Turns out Richard Nixon publicly released his tax returns while they were under audit in 1973, at the height of the Watergate investigation.
But Watergate wasn't the reason, according to tax historian Joe Thorndike.
In the summer and fall of that year, "Nixon was engulfed by a controversy over his personal taxes. An outsize charitable donation was the proximate cause, but the scandal expanded to include numerous issues with the returns Nixon had filed between 1968 and 1972," Thorndike noted in a soon-to-be-published paper.
Interestingly it was that very tax controversy -- not Watergate -- that gave rise to one of Nixon's most famous quotes, Thorndike found. "People have got to know whether or not their President is a crook," Nixon told reporters in November 1973. "Well, I am not a crook."
He even went so far as to invite the Joint Committee on Taxation to also examine his returns. It did, and found Nixon owed another $476,431 -- or about $2.5 million in today's dollars. The IRS came to a similar conclusion.
But back to Trump.
It's certainly understandable why someone -- a public figure with a complicated financial life no less -- would not want to release his tax returns, especially when they're under audit. After all, why invite the added scrutiny from tax experts coast to coast?
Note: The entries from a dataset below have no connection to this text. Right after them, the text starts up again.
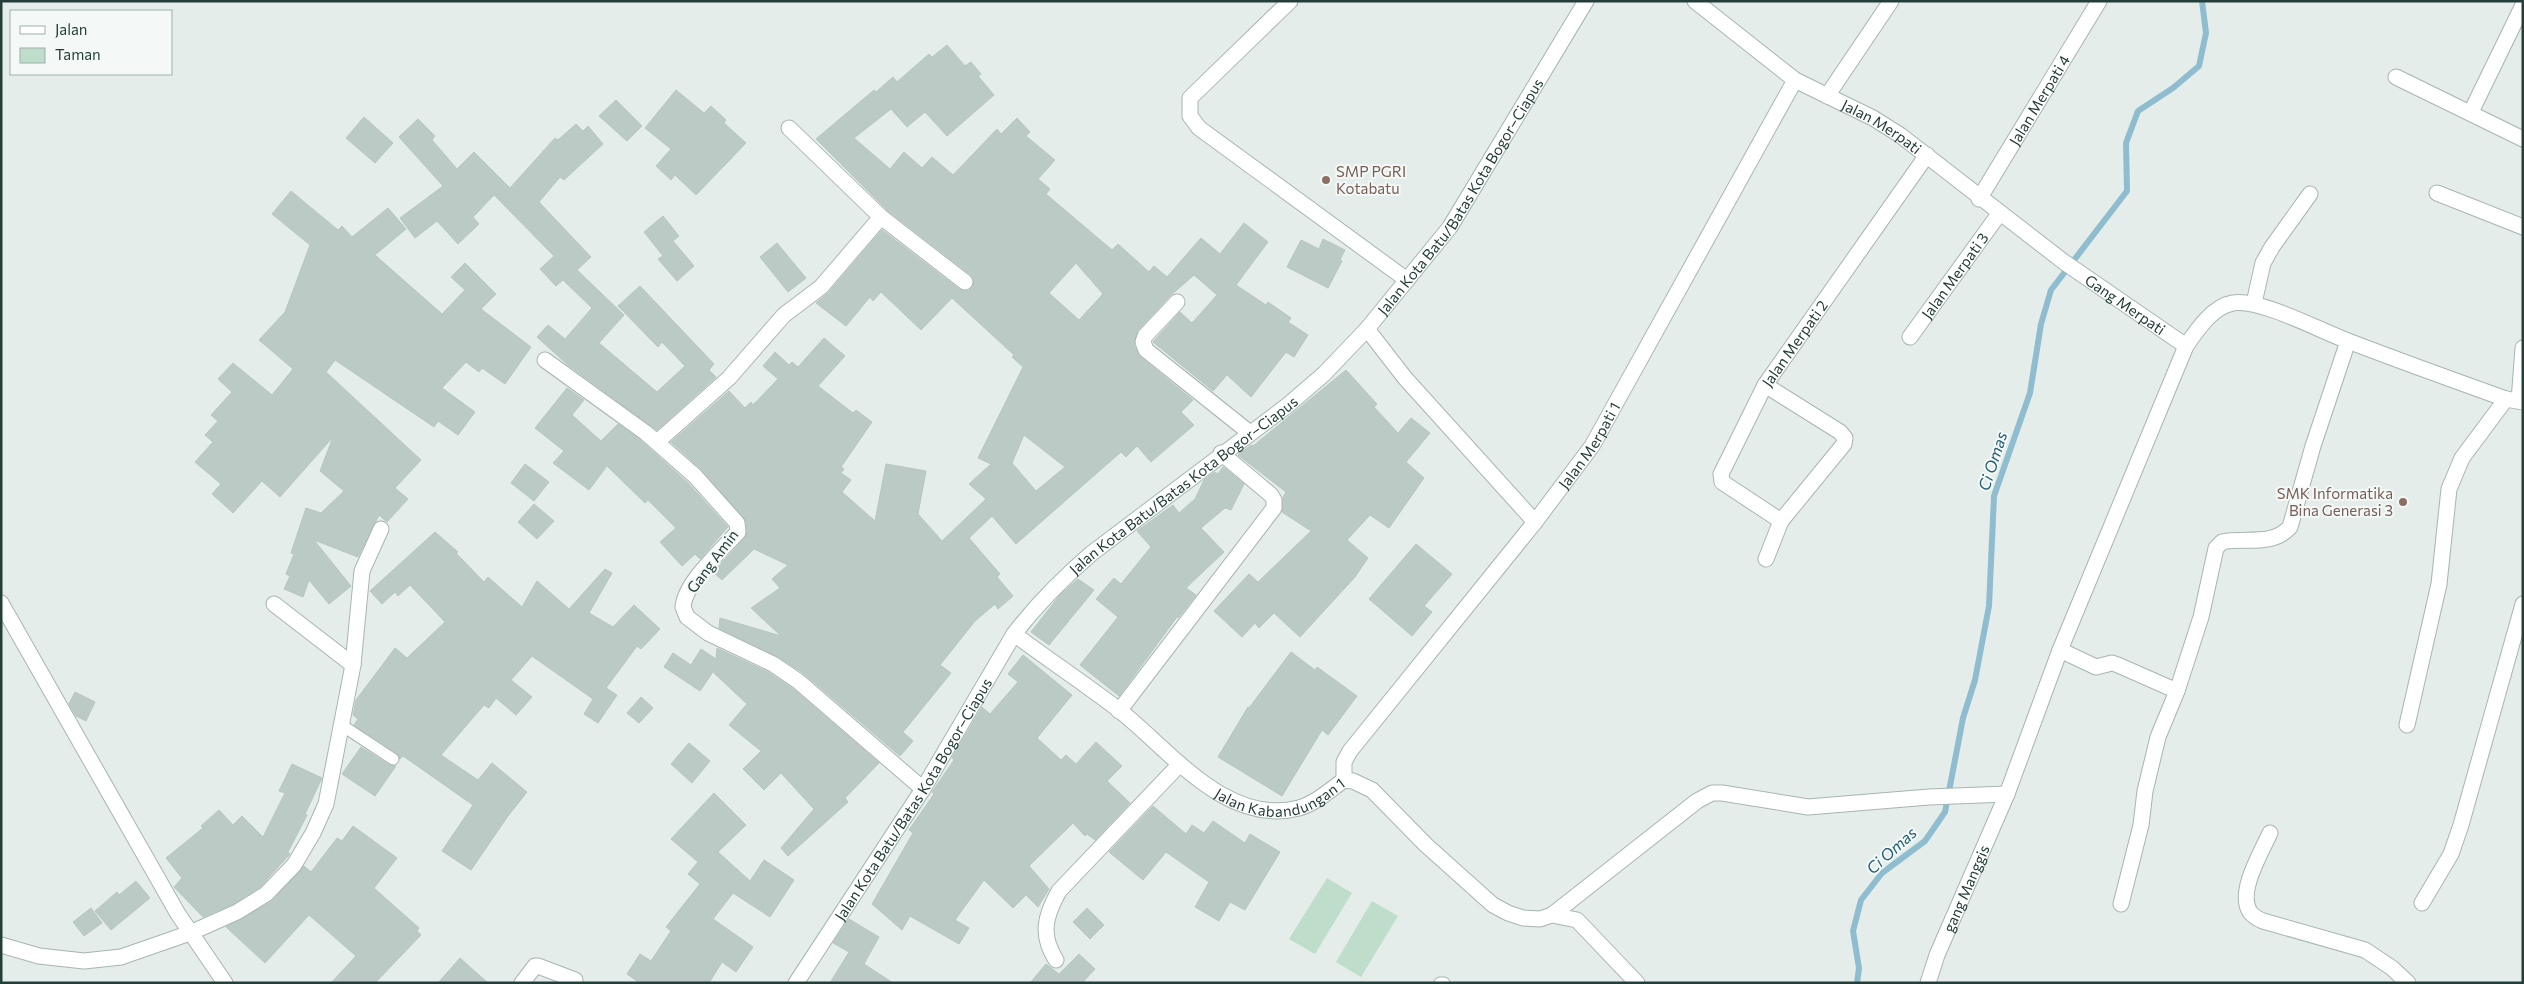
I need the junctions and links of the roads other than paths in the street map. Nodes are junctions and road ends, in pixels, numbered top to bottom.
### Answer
1 (1290, 1) edge
2 (1586, 1) edge
3 (1695, 1) edge
4 (1891, 1) edge
5 (2099, 1) edge
6 (2523, 5) edge
7 (2519, 23) edge
8 (2396, 77) dead end
9 (1795, 80) junction
10 (1827, 96) junction
11 (2471, 112) junction
12 (789, 128) dead end
13 (2523, 139) edge
14 (1927, 155) junction
15 (2437, 193) dead end
16 (2310, 194) dead end
17 (1979, 199) junction
18 (1999, 214) junction
19 (881, 217) junction
20 (2523, 227) edge
21 (2064, 262) joint
22 (1407, 280) junction
23 (965, 282) dead end
24 (1177, 302) dead end
25 (2254, 303) junction
26 (1367, 329) junction
27 (1910, 336) dead end
28 (2348, 341) junction
29 (2186, 346) junction
30 (2523, 348) edge
31 (545, 360) dead end
32 (1765, 385) junction
33 (2516, 401) edge
34 (1250, 433) junction
35 (656, 442) junction
36 (1221, 453) junction
37 (1781, 521) junction
38 (1535, 522) junction
39 (381, 529) dead end
40 (1766, 559) dead end
41 (1, 604) edge
42 (274, 604) dead end
43 (2523, 604) edge
44 (1014, 634) junction
45 (2060, 650) junction
46 (353, 665) junction
47 (2177, 691) junction
48 (1119, 711) junction
49 (2407, 724) dead end
50 (342, 726) junction
51 (393, 759) dead end
52 (1180, 764) junction
53 (1344, 780) junction
54 (922, 789) junction
55 (2007, 794) junction
56 (2270, 833) dead end
57 (2422, 903) dead end
58 (2121, 904) dead end
59 (1552, 915) junction
60 (190, 933) junction
61 (1, 945) edge
62 (1056, 960) dead end
63 (575, 980) dead end
64 (225, 983) edge
65 (522, 983) edge
66 (796, 983) edge
67 (1440, 983) edge
68 (1444, 983) edge
69 (1637, 983) edge
70 (1928, 983) edge
71 (2408, 983) edge

1 - 22 street
2 - 22 street, Jalan Kota Batu/Batas Kota Bogor–Ciapus
3 - 9 street, Jalan Merpati
4 - 10 street
5 - 17 street, Jalan Merpati 4
6 - 7 street
7 - 11 street
8 - 11 street
9 - 10 street, Jalan Merpati
9 - 38 street, Jalan Merpati 1
10 - 14 street, Jalan Merpati
11 - 13 street
12 - 19 street
14 - 17 street, Jalan Merpati
14 - 32 street, Jalan Merpati 2
15 - 20 street
16 - 25 street
17 - 18 street, Jalan Merpati
18 - 21 street, Jalan Merpati
18 - 27 street, Jalan Merpati 3
19 - 23 street
19 - 35 street
21 - 29 street, Gang Merpati
22 - 26 street, Jalan Kota Batu/Batas Kota Bogor–Ciapus
24 - 34 street
25 - 28 street
25 - 29 street, gang Manggis
26 - 34 street, Jalan Kota Batu/Batas Kota Bogor–Ciapus
26 - 38 street
28 - 33 street
28 - 47 street
29 - 45 street, gang Manggis
30 - 33 street
31 - 35 street, Gang Amin
32 - 37 street, Jalan Merpati 2
32 - 37 street
33 - 49 street
34 - 36 street, Jalan Kota Batu/Batas Kota Bogor–Ciapus
35 - 54 street, Gang Amin
36 - 44 street, Jalan Kota Batu/Batas Kota Bogor–Ciapus
36 - 48 street
37 - 40 street
38 - 53 street, Jalan Merpati 1
39 - 46 street
41 - 60 street
42 - 46 street
43 - 57 street
44 - 48 street, Jalan Kabandungan 1
44 - 54 street, Jalan Kota Batu/Batas Kota Bogor–Ciapus
45 - 47 street
45 - 55 street, gang Manggis
46 - 50 street
47 - 58 street
48 - 52 street, Jalan Kabandungan 1
50 - 51 lane
50 - 60 street
52 - 53 street, Jalan Kabandungan 1
52 - 62 street
53 - 59 street, Jalan Kabandungan 1
54 - 66 street, Jalan Kota Batu/Batas Kota Bogor–Ciapus
55 - 59 street
55 - 70 street, gang Manggis
56 - 71 street
59 - 69 street, Jalan Kabandungan 1
60 - 61 street
60 - 64 street
63 - 65 street
67 - 68 lane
The problem with that argument, though, is this: Trump is applying for the biggest and arguably most important job in the world.
And a requirement of that job in modern times is transparency.
While not required by law, full tax return disclosures have come to be expected of presidential nominees as well as every sitting president, audit or no.
"Americans have good reason to worry about the tax behavior of high-ranking officials. After all, when Nixon was actually serving as president, he was claiming unjustified deductions and failing to report all his income," Thorndike noted.
When asked to comment on the fact that Nixon had released his returns under audit, a Trump campaign spokesman said, "Mr. Trump is undergoing a routine audit. The documentation of this is available on our website."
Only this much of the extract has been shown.